誕生日の朝は毎年、広島の原爆投下を思い出してはじまる。

罪のない人々が、同じ人間によってもたらされたものによって亡くなり、追悼される8月6日。

世界中が忘れてはならない、死をおもう日は、私が一年でいちばん「おめでとう」と言ってもらえる日。

だからかどうかは分からないけれど、わたしは意志をもって幸せでいるんだという気持ちが、心の底の部分にいつもある。

そんな日が、30回目になりました。

今日の過ごし方は
いつもよりちょっとだけ寝坊して
妹が昨日作ったカレーをたべて、

コーヒーを淹れて、冷蔵庫に冷やして
仕事のミーティングをして、
ずっと買おうか迷っていた夏物をちょっと買い足して

「あっそういえばコーヒーがあった」と
アイスコーヒーを冷蔵庫から取り出して
「今回はまぁうまくできたな」と、飲みながら思ったりした。

そんな昼下がり、ふと見た窓辺の光がきれい。



「30歳を迎えてどう?」

と聞かれると、
「うーん、思ってたのとは違うけど、思ってたよりも好きな感じかな。

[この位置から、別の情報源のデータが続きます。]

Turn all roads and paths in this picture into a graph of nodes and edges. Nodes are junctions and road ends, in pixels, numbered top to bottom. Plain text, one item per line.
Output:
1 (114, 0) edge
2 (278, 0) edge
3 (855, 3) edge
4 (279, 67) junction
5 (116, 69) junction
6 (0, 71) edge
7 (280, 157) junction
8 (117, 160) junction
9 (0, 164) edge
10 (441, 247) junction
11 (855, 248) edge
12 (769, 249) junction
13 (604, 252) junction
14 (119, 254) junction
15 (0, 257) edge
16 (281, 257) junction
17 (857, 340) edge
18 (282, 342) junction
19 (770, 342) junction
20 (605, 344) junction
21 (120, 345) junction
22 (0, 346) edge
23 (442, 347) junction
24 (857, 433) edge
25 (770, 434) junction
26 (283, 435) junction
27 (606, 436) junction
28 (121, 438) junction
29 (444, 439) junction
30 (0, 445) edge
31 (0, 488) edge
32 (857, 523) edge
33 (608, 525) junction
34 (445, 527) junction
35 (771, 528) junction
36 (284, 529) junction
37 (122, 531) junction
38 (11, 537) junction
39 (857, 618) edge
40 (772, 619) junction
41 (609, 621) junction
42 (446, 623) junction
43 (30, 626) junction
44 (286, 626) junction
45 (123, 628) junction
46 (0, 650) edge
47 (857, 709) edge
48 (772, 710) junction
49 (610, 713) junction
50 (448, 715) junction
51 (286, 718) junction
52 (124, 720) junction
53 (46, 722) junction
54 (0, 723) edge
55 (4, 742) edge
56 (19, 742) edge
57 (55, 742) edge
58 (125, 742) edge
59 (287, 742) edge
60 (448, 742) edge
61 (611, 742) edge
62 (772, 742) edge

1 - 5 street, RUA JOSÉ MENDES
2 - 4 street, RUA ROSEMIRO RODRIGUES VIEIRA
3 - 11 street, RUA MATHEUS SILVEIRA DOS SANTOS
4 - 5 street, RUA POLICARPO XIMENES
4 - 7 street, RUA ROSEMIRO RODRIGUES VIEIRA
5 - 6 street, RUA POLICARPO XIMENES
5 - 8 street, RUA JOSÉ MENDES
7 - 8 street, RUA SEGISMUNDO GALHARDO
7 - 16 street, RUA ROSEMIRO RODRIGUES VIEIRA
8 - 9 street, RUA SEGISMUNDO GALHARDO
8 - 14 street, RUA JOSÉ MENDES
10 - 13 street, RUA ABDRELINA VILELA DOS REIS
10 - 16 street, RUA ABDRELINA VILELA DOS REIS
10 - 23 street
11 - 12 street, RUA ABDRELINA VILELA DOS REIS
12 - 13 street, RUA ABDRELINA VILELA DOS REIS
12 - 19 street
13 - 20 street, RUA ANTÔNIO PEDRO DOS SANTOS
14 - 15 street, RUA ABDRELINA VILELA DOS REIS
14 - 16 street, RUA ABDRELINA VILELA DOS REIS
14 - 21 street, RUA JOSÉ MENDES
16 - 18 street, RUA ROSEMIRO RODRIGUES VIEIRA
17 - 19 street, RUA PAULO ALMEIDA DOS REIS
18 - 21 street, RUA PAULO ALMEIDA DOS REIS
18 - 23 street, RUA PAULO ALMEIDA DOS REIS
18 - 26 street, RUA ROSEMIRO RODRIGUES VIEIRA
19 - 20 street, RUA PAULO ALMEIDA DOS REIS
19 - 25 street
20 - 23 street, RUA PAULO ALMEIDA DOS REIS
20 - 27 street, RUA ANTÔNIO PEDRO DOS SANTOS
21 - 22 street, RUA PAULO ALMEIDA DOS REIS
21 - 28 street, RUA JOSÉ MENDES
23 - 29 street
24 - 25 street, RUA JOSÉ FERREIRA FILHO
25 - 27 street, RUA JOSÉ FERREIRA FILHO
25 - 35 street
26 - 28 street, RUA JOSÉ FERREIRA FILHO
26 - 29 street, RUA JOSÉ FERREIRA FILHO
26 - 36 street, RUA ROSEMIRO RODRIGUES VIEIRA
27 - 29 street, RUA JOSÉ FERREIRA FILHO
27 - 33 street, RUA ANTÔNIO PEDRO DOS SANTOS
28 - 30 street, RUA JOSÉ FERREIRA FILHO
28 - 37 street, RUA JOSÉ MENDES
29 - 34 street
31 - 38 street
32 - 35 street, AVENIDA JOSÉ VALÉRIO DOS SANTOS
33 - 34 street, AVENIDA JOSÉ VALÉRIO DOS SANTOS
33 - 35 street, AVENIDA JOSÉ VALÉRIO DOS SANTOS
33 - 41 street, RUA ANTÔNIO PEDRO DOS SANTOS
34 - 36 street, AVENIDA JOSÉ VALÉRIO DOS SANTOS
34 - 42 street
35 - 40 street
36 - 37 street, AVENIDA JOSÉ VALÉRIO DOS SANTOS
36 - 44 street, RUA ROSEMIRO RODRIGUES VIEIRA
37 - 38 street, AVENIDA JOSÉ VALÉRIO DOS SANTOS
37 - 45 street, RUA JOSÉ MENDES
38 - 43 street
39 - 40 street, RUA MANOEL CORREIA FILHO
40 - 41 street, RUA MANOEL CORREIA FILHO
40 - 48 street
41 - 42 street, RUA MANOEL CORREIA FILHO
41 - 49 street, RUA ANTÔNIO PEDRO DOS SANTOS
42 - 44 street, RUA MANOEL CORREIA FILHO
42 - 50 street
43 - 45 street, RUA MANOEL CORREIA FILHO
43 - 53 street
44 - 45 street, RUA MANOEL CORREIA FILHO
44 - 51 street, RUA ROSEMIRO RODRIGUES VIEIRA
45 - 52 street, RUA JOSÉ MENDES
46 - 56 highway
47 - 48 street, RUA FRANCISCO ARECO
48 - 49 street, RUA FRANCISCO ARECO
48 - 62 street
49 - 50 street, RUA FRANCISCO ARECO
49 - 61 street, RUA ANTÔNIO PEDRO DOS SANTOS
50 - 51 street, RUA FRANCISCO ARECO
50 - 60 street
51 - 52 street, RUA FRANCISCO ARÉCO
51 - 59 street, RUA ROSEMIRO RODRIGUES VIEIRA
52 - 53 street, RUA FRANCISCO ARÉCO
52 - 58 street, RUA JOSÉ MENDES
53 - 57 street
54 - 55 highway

」

むかしから、なりたい自分や理想の将来はなんとなくあったけれど、そのときの自分が持つ理想は、それまでの経験値や価値観の枠内でしか描けない。

だから、自分で目的地をめざして進みつつも、目の前に現れたすてきな景色や面白そうな道には、かろやかにハンドルをきっていきたいと思う。

小さくまとまらず、でも小さなことに目を向けて。

柳のように、ささやかな風に揺らぎながら、決して折れないしなやかさを持ったひとでありたいと思う30歳です。